L’héritage d’Aimé Césaire 

Le 17 avril 2020 marque le douzième anniversaire du décès de l’écrivain martiniquais Aimé Césaire (1913-2008). À cette occasion, la Bibliothèque des Amériques revient sur son parcours hors du commun et présente plusieurs de ses œuvres.

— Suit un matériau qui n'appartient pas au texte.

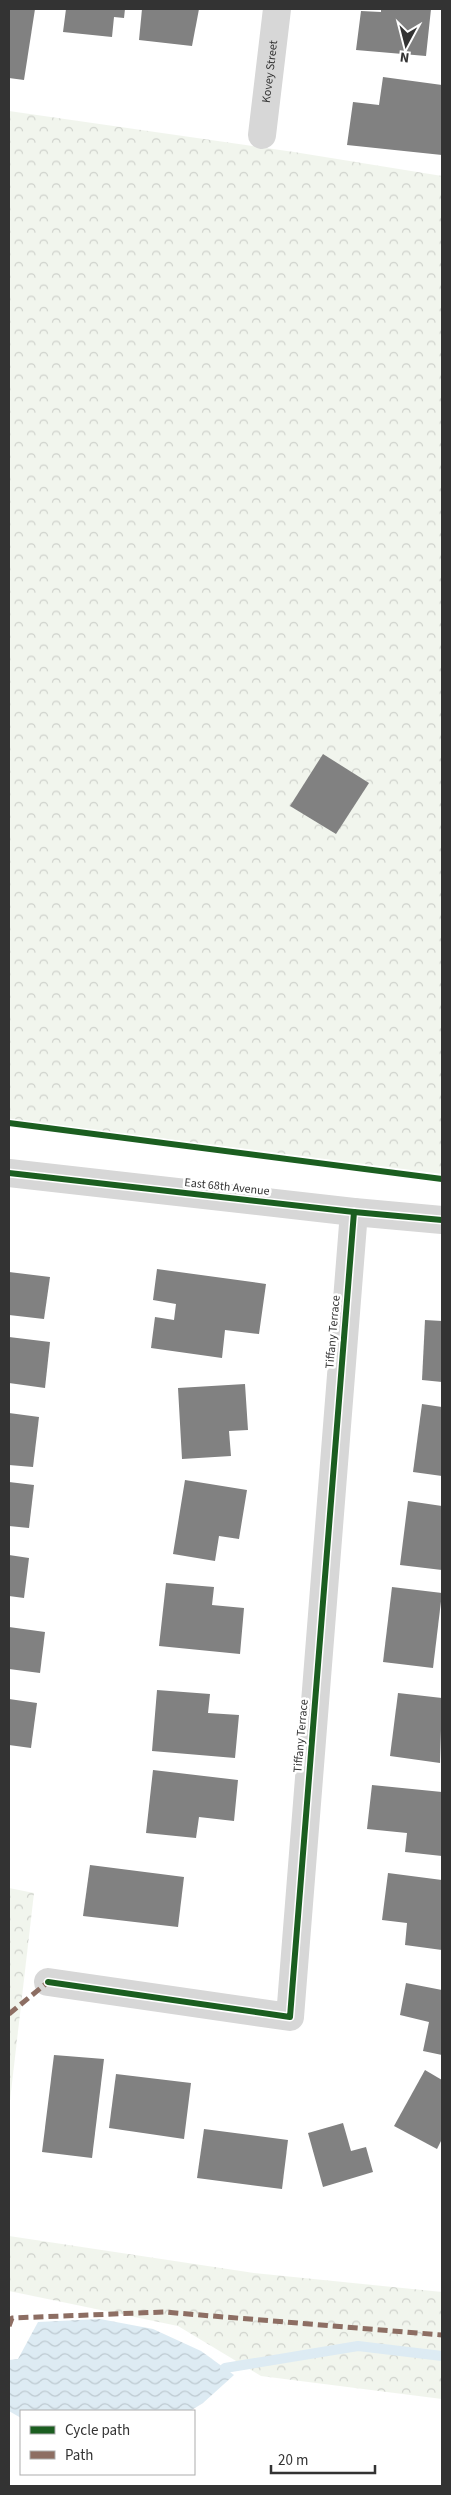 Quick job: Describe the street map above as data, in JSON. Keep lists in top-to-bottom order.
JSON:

Aimé Césaire, l’homme littéraire et politique

Aimé Césaire naît le 26 juin 1913 à Basse-Pointe en Martinique dans une fratrie de sept enfants. Son père occupe à ce moment un poste de fonctionnaire tandis que sa mère est couturière. Il obtient une bourse pour étudier au Lycée Victor-Schœlcher. Après l’obtention de son baccalauréat, il poursuit ses études en classe d’hypokhâgne au Lycée Louis-le-Grand à Paris en tant qu’étudiant boursier. C’est à cette époque qu’il fait la connaissance de Léopold Sédar Senghor et Léon Gontran Damas. En 1935, il est admis à l’École Normale Supérieure où il rencontre Suzanne Roussi, sa future femme. En 1939, ils retournent tous les deux en Martinique afin d’enseigner au Lycée Victor-Schœlcher.

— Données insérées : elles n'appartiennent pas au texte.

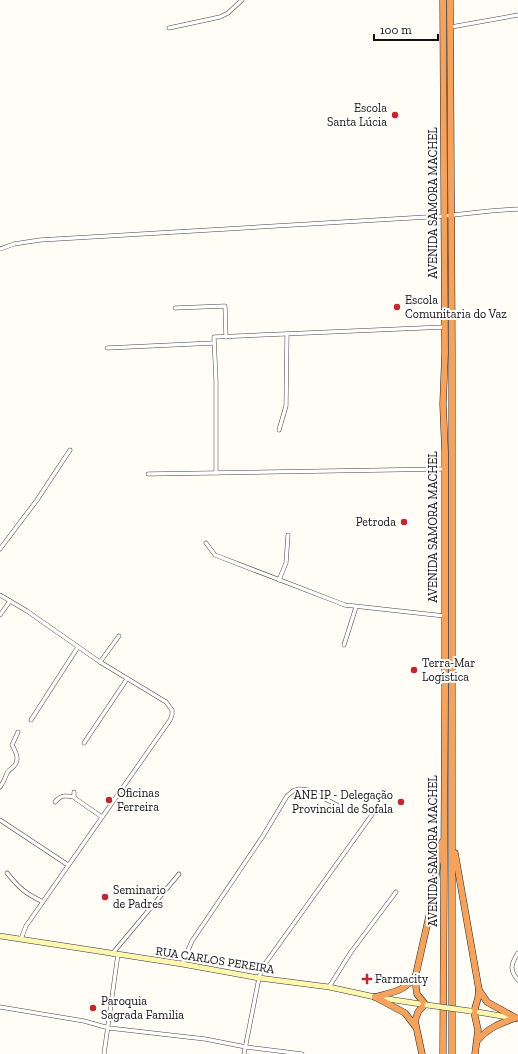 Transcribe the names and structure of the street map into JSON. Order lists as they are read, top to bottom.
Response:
{
  "streets": {
    "highway": ["AVENIDA SAMORA MACHEL"],
    "main road": ["RUA CARLOS PEREIRA"]
  },
  "places": {
    "other": [
      "Escola Santa Lúcia",
      "Escola Comunitaria do Vaz",
      "Petroda",
      "Terra-Mar Logística",
      "Oficinas Ferreira",
      "ANE IP - Delegação Provincial de Sofala",
      "Seminario de Padres",
      "Paroquia Sagrada Familia"
    ],
    "health": ["Farmacity"]
  },
  "scale_bar": "100 m"
}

Deux ans après son retour, Aimé Césaire fonde la revue Tropiques qui paraîtra jusqu’en 1943 dans des conditions difficiles en raison de la politique du Gouvernement de Vichy. En Martinique, il rencontre le surréaliste André Breton qui préfacera son ouvrage Les Armes Miraculeuses. En 1944, il se rend à Haïti pour six mois avec son épouse pour un congrès de philosophie, ce qui démontre l’influence qu’ont eu ses travaux à l’époque. Un an plus tard, il est élu maire de Fort-de-France et député, une fonction qu’il occupera jusqu’en 1993. De 1945 à 1956, il est membre du parti communiste. Lors de ses mandats, il cherche à obtenir la départementalisation de la Martinique, ce qui se produit en 1946. Il fonde avec Alioune Diop la revue Présence Africaine à Paris qui devient par la suite, une maison d’édition. Il poursuit en parallèle une carrière politique et littéraire au cours de laquelle il publiera plus de quatorze œuvres. Aimé Césaire décède le 17 avril 2008 à Fort-de-France, des hommages du monde entier lui sont rendus.

Aimé Césaire et la négritude

Aimé Césaire est connu pour avoir développé le concept de « négritude ». Le terme apparaît pour la première fois dans le journal L’étudiant noir qu’il fonde avec notamment Léon Gontran Damas, Léopold Sédar Sengor et Birago Diop. Il la définit comme « la simple reconnaissance du fait d'être noir, et l'acceptation de ce fait, de notre destin de Noir, de notre histoire et de notre culture » en réutilisant le terme nègre dont il renverse la portée injurieuse.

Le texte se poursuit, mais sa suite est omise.